Yesterday it was reported that the Detroit Tigers and reigning AL Cy Young award winner Max Scherzer failed to agree on a long-term commitment. Thus far, there has been a bit of confusion over whether Scherzer turned down the Tigers or the Tigers rejected Scherzer’s offer, as conflicting claims have been made by the Tigers and Scherzer’s agent.
The numbers that were later reported were six years and $144 million. If it was indeed Scherzer who rejected the Tigers’ generous offer, as many believe, one does have to ask, “why was that not good enough for him?”
There is no question that Scherzer is a great person, a great teammate and an exceptional talent, but it seems strange that he would decline an offer that would have given him an average of $24 million per year. One really does have to wonder if he was given bad advice from his high-profile agent. Keep in mind, the deal that Justin Verlander signed prior to the beginning of the 2013 season gave him an average of $25.7 million per year. Therefore, Scherzer would have annually been given only marginally less money than Verlander, a pitcher who actually has a much more impressive track record, if he would have chosen to accept the deal.
It was wonderful to see the stars line up for Scherzer last season and watch him emerge as one of the premier pitchers in MLB. However, it is also important to note that Scherzer has never even thrown a complete game at the major league level, and he had an ERA of nearly 4.50 as recently as 2011. Moreover, the Tigers also sent him down to the minors for a spell back in 2010. These are all facts.

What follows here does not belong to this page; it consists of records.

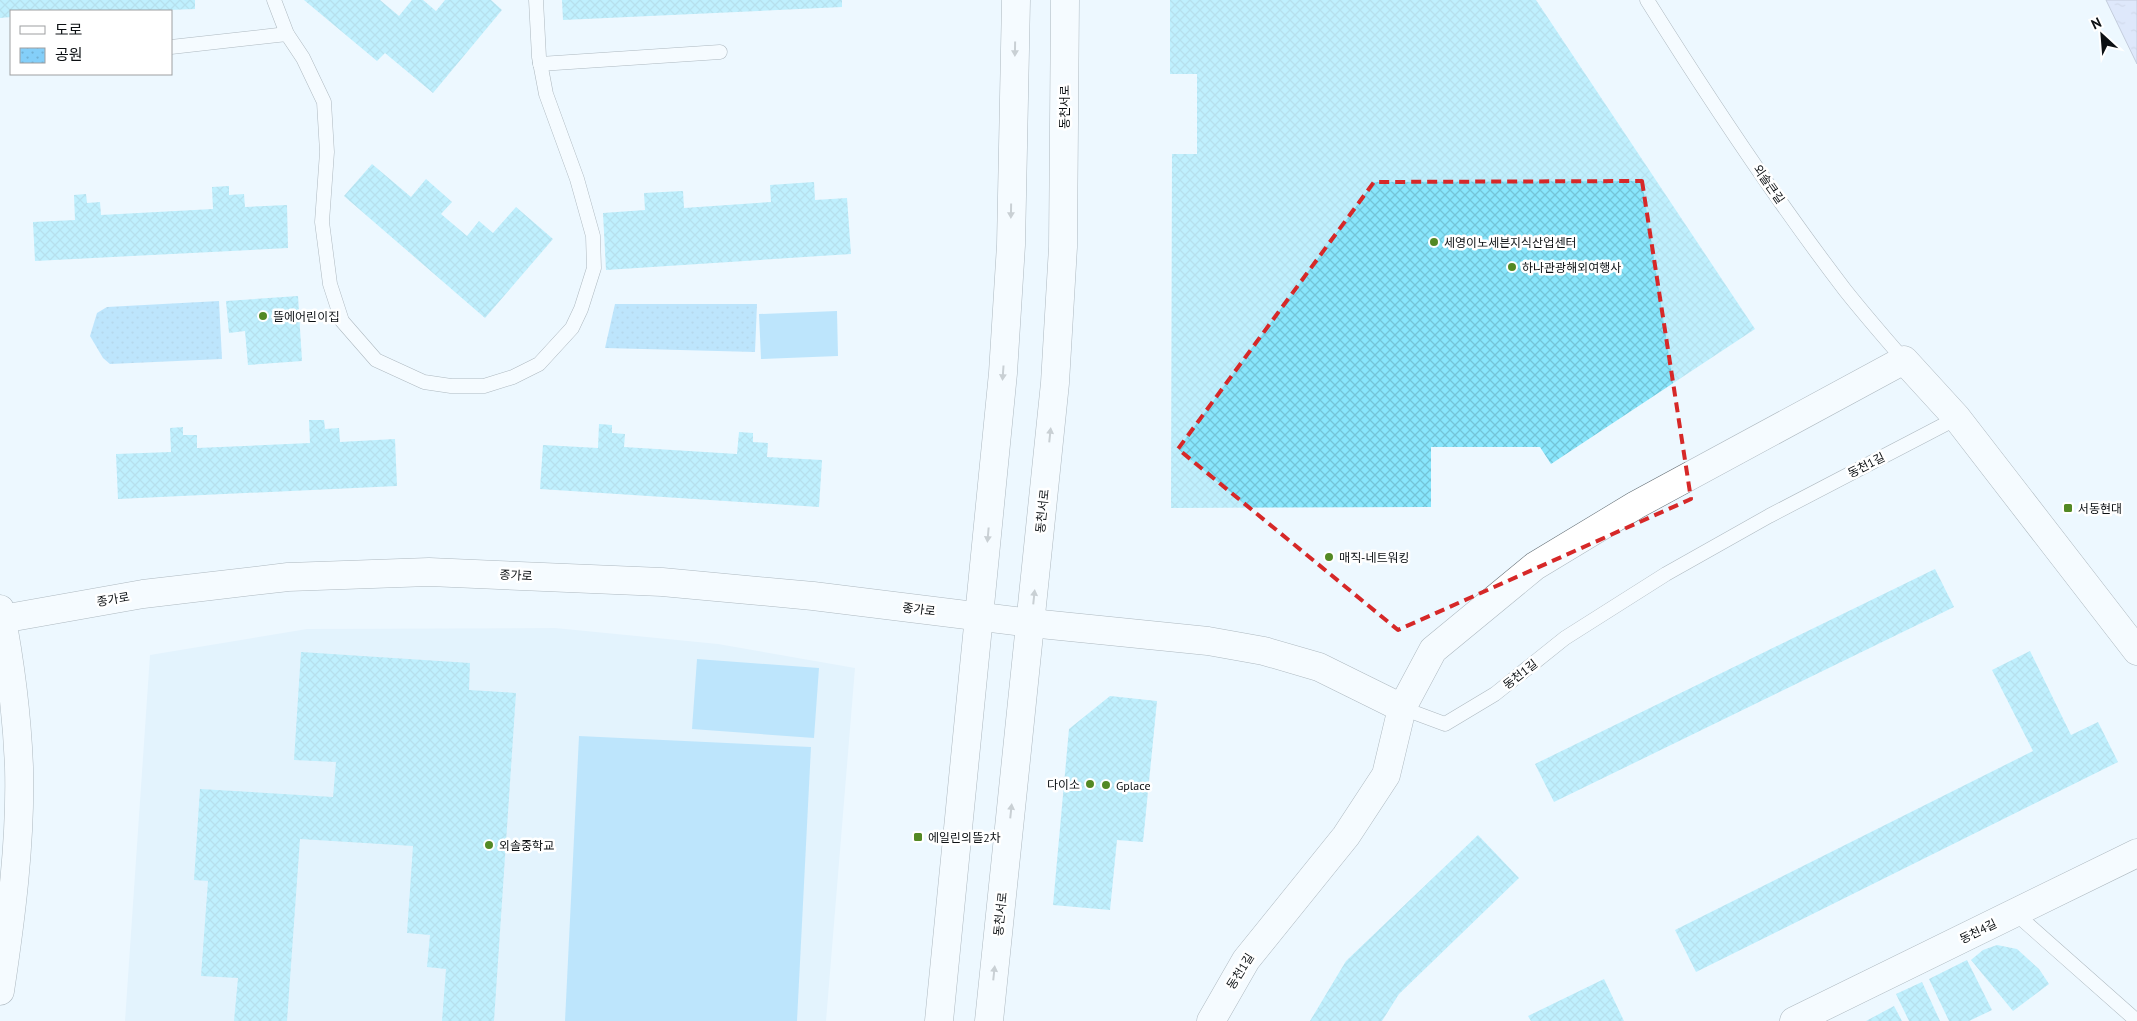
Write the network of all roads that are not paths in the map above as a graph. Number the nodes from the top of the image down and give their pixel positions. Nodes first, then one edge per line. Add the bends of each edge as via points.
1 (274, 0) edge
2 (536, 0) edge
3 (1016, 0) edge
4 (1065, 0) edge
5 (1647, 0) edge
6 (287, 34) junction
7 (172, 47) edge
8 (720, 52) dead end
9 (540, 64) junction
10 (1904, 360) junction
11 (1957, 418) junction
12 (1, 614) edge
13 (980, 617) junction
14 (1031, 623) junction
15 (2137, 651) edge
16 (1402, 708) junction
17 (2137, 853) edge
18 (2015, 913) junction
19 (0, 991) edge
20 (939, 1021) edge
21 (989, 1021) edge
22 (1211, 1021) edge
23 (1794, 1021) edge
24 (2137, 1021) edge

1 - 6 lane
2 - 9 lane
3 -> 13 street via 1011,245 1003,373
14 -> 4 street, 동천서로 via 1055,382 1062,257
5 - 10 lane, 외솔큰길 via 1713,106 1845,290
6 - 7 lane
6 - 9 lane via 303,58 324,102 327,152 322,222 330,284 342,321 376,360 424,382 451,386 484,386 539,364 572,328 582,309 594,268 594,236 546,94
8 - 9 lane
10 - 11 street
10 - 16 street via 1636,506 1535,566 1433,650
11 - 15 street
11 - 16 lane, 동천1길 via 1666,574 1565,638 1495,694 1445,724
12 - 13 street, 종가로 via 288,577 429,572 662,582 813,596
12 - 19 street, 종가로 via 13,693 19,768 16,852
13 - 14 street, 종가로
13 - 20 street
14 - 16 street, 종가로 via 1208,641 1264,651 1319,667
21 -> 14 street, 동천서로
16 - 22 street, 동천1길 via 1386,775 1346,836 1246,960
17 - 18 street, 동천4길
18 - 23 street, 동천4길
18 - 24 lane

At the time Verlander signed his extension, he was coming off of a four-year stretch from 2009-12 where he was arguably the best pitcher in the entire game. During this time span, Verlander was an astonishing 78-31 with a 2.95 ERA, threw 17 complete games, including a no hitter, and was averaging 244 strikeouts per year. He also, of course, brought home both the AL Cy Young award as well as the AL MVP award during his magical 2011 season.
Scherzer, on the other hand, is coming off of just one amazing season where he went 21-3 with a 2.90 ERA. However, it should be noted that he was rather solid in 2012 as he won 16 games and posted an ERA of 3.74, but his track record is still nowhere near that of Verlander’s. If Scherzer is unable to replicate his masterful 2013 season, there is a chance that this offer could dwarf any potential offer he may receive next offseason.
Scherzer has said all of the right things by speaking of how much he loves being in Detroit and how much he appreciates the support and passion of the fans. But somebody needs to point out that there is not a single fan who wouldn’t relish the opportunity to pitch for the Tigers for the league minimum of $500,000 per year, let alone $24 million.
Furthermore, the supportive fans are the ones who pay the player’s salaries, and one does have to wonder how much longer fans will be able to continue doing so if the cost of going to the games begins to get out of reach for the average worker. Not everyone is going to stand for paying $30 for a beverage and a hot dog.